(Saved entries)
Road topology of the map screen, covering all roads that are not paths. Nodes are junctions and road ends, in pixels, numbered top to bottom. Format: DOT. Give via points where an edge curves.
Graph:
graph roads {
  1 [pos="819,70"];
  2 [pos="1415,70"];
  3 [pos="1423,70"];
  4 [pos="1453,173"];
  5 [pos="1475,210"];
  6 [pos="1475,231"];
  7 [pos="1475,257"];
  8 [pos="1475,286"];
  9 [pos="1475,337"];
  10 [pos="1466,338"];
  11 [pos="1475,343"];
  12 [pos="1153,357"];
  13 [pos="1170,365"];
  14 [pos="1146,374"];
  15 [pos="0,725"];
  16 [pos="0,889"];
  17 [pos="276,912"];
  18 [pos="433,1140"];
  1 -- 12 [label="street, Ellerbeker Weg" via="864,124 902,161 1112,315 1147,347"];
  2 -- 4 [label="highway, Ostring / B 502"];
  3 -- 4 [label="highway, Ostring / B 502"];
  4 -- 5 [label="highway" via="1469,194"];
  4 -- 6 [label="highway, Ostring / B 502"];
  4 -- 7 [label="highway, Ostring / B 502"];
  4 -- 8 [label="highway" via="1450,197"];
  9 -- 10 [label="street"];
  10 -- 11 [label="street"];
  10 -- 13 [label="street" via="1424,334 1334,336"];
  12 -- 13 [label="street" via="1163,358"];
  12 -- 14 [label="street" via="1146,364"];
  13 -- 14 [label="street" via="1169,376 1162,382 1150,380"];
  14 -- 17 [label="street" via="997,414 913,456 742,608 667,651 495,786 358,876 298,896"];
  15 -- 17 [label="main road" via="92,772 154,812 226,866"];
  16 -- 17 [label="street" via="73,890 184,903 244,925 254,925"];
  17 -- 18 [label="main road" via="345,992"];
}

# [What this task involves]
Exact copies of all the lines above are required.

# [Task output]
Road topology of the map screen, covering all roads that are not paths. Nodes are junctions and road ends, in pixels, numbered top to bottom. Format: DOT. Give via points where an edge curves.
Graph:
graph roads {
  1 [pos="819,70"];
  2 [pos="1415,70"];
  3 [pos="1423,70"];
  4 [pos="1453,173"];
  5 [pos="1475,210"];
  6 [pos="1475,231"];
  7 [pos="1475,257"];
  8 [pos="1475,286"];
  9 [pos="1475,337"];
  10 [pos="1466,338"];
  11 [pos="1475,343"];
  12 [pos="1153,357"];
  13 [pos="1170,365"];
  14 [pos="1146,374"];
  15 [pos="0,725"];
  16 [pos="0,889"];
  17 [pos="276,912"];
  18 [pos="433,1140"];
  1 -- 12 [label="street, Ellerbeker Weg" via="864,124 902,161 1112,315 1147,347"];
  2 -- 4 [label="highway, Ostring / B 502"];
  3 -- 4 [label="highway, Ostring / B 502"];
  4 -- 5 [label="highway" via="1469,194"];
  4 -- 6 [label="highway, Ostring / B 502"];
  4 -- 7 [label="highway, Ostring / B 502"];
  4 -- 8 [label="highway" via="1450,197"];
  9 -- 10 [label="street"];
  10 -- 11 [label="street"];
  10 -- 13 [label="street" via="1424,334 1334,336"];
  12 -- 13 [label="street" via="1163,358"];
  12 -- 14 [label="street" via="1146,364"];
  13 -- 14 [label="street" via="1169,376 1162,382 1150,380"];
  14 -- 17 [label="street" via="997,414 913,456 742,608 667,651 495,786 358,876 298,896"];
  15 -- 17 [label="main road" via="92,772 154,812 226,866"];
  16 -- 17 [label="street" via="73,890 184,903 244,925 254,925"];
  17 -- 18 [label="main road" via="345,992"];
}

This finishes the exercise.